A United Nations investigator into North Korea opened a Human Rights Council session in Geneva on Monday (March 13) saying that an escalation in hostilities on the divided peninsula had further closed off opportunities for dialogue with Pyongyang’s isolated government.

The U.N. Human Rights Council held a two-hour session on abuses in the Democratic People’s Republic of Korea (DPRK) where rights experts called for action against perpetrators of crimes against humanity documented in a 2014 U.N. report that detailed the use of political prison camps, starvation and executions.

“I am concerned about the escalation in hostilities in the Korean peninsula since the resumption by DPRK (Democratic People’s Republic of Korea) of nuclear tests and missile launches using ballistic technology in January 2016, up until last week’s reported missile launches towards the Sea of Japan. These activities have put the few existing opportunities for cooperation and dialogue on human rights in jeopardy,” U.N. special rapporteur on human rights in the DPRK Tomas Ojea Quintana said.

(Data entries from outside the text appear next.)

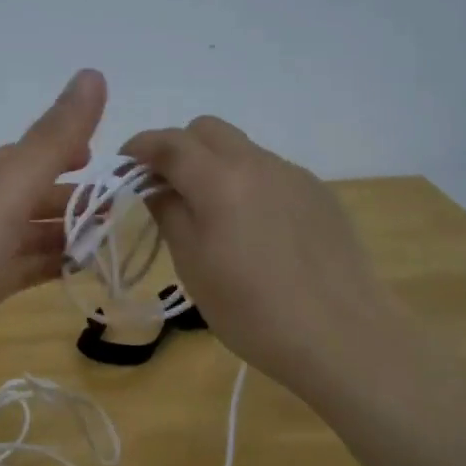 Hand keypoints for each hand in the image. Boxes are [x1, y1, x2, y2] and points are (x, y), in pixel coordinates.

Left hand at [0, 69, 107, 368]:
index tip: (113, 162)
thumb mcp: (9, 188)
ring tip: (117, 243)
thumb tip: (94, 73)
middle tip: (128, 211)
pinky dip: (53, 267)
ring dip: (70, 235)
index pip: (33, 153)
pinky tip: (82, 273)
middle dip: (79, 199)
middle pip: (36, 195)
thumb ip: (54, 139)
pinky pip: (25, 270)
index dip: (71, 151)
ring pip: (33, 234)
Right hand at [122, 116, 405, 399]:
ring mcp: (294, 175)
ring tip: (213, 216)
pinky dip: (248, 184)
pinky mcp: (319, 194)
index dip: (140, 148)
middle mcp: (258, 163)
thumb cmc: (252, 310)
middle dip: (178, 148)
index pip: (169, 142)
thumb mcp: (193, 266)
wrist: (341, 336)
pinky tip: (256, 231)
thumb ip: (169, 214)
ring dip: (215, 167)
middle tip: (166, 189)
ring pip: (242, 150)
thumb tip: (155, 186)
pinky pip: (271, 173)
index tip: (125, 166)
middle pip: (207, 130)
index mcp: (220, 179)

North Korea has conducted two nuclear tests and a string of missile tests since the beginning of last year, despite the imposition of new U.N. sanctions.

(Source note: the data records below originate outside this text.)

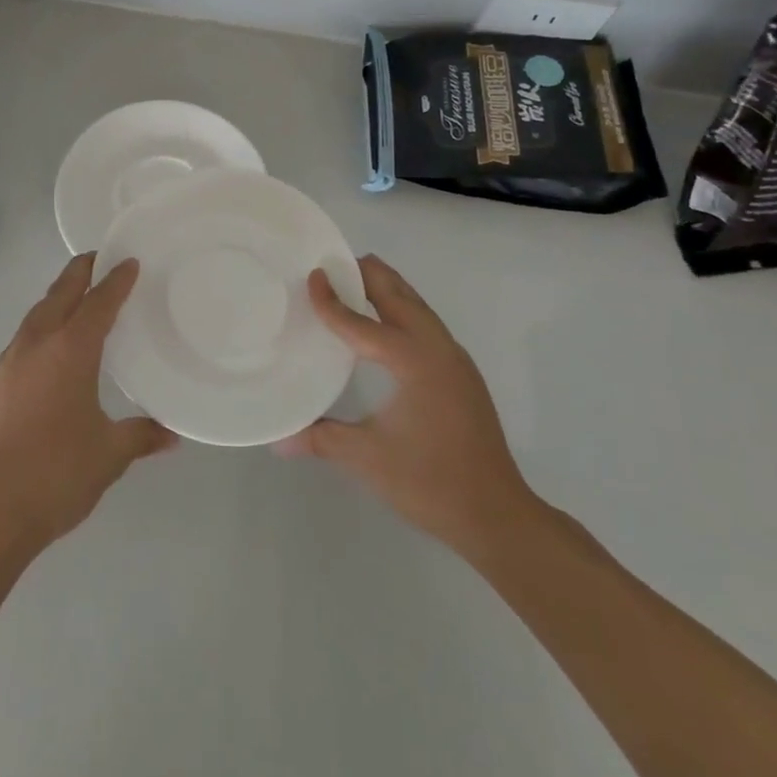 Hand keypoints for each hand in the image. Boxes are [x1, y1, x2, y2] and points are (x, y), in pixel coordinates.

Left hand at [0, 254, 176, 555]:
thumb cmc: (56, 473)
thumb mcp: (108, 454)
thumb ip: (141, 436)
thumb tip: (171, 435)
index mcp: (70, 349)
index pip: (98, 302)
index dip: (116, 280)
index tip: (131, 262)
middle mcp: (38, 342)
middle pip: (61, 292)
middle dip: (82, 271)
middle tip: (103, 259)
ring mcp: (13, 359)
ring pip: (40, 310)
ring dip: (61, 294)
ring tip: (81, 293)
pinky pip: (28, 331)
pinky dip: (46, 319)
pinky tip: (56, 339)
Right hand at [278, 254, 537, 562]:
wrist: (498, 515)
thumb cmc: (430, 482)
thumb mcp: (368, 458)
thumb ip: (321, 439)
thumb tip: (278, 440)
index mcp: (414, 360)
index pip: (363, 322)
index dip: (332, 301)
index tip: (311, 276)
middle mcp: (437, 348)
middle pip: (399, 295)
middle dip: (367, 274)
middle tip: (332, 261)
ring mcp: (455, 359)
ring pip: (417, 306)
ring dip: (387, 288)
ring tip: (355, 279)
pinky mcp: (461, 373)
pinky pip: (426, 323)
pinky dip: (402, 308)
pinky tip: (384, 324)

Ojea Quintana said rising political and military tensions should not shield ongoing violations from international scrutiny.

Between 80,000 and 120,000 people are held in four known political prison camps in North Korea and hundreds of families in South Korea and Japan are looking for missing relatives believed abducted by North Korean agents, Ojea Quintana said.

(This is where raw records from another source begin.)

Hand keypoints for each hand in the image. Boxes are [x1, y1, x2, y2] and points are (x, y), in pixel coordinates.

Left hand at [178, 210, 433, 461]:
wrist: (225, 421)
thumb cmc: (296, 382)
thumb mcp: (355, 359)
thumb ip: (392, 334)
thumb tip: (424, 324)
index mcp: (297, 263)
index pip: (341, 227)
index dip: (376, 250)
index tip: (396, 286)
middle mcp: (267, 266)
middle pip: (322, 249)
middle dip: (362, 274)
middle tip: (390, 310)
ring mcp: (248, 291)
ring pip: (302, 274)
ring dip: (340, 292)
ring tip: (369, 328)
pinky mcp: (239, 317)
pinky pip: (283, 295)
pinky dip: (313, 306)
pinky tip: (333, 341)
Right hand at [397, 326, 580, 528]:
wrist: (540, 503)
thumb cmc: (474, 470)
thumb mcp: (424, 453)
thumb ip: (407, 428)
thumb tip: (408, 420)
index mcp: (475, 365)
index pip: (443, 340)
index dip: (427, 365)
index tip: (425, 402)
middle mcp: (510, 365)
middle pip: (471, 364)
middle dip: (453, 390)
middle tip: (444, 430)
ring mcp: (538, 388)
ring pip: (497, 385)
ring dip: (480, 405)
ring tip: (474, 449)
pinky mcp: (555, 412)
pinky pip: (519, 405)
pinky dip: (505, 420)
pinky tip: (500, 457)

Sara Hossain, a member of the Council’s group of independent experts on accountability, said the U.N. should consider ways of prosecuting those responsible for human rights abuses in North Korea, possibly by creating an international tribunal.

“The groundwork for future criminal trials should be laid now,” she said.

North Korea was called on to reply but there was no delegation in the room. The deputy ambassador, Choe Myong-nam, called any meeting on his country’s human rights situation “politically motivated”.

Ojea Quintana said he regretted the decision but was still seeking engagement with the country.

Last week, the U.S. ambassador to the United Nations, Nikki Haley, said Washington was re-evaluating its North Korea strategy and “all options are on the table.”

“We reiterate that we are open to improve relations with the DPRK, if it is willing to take concrete actions to live up to its international obligations and commitments. Ultimately, the DPRK will be judged not by its words, but by the actions it takes to uphold its obligations and commitments,” said the head of the U.S. delegation, William Mozdzierz.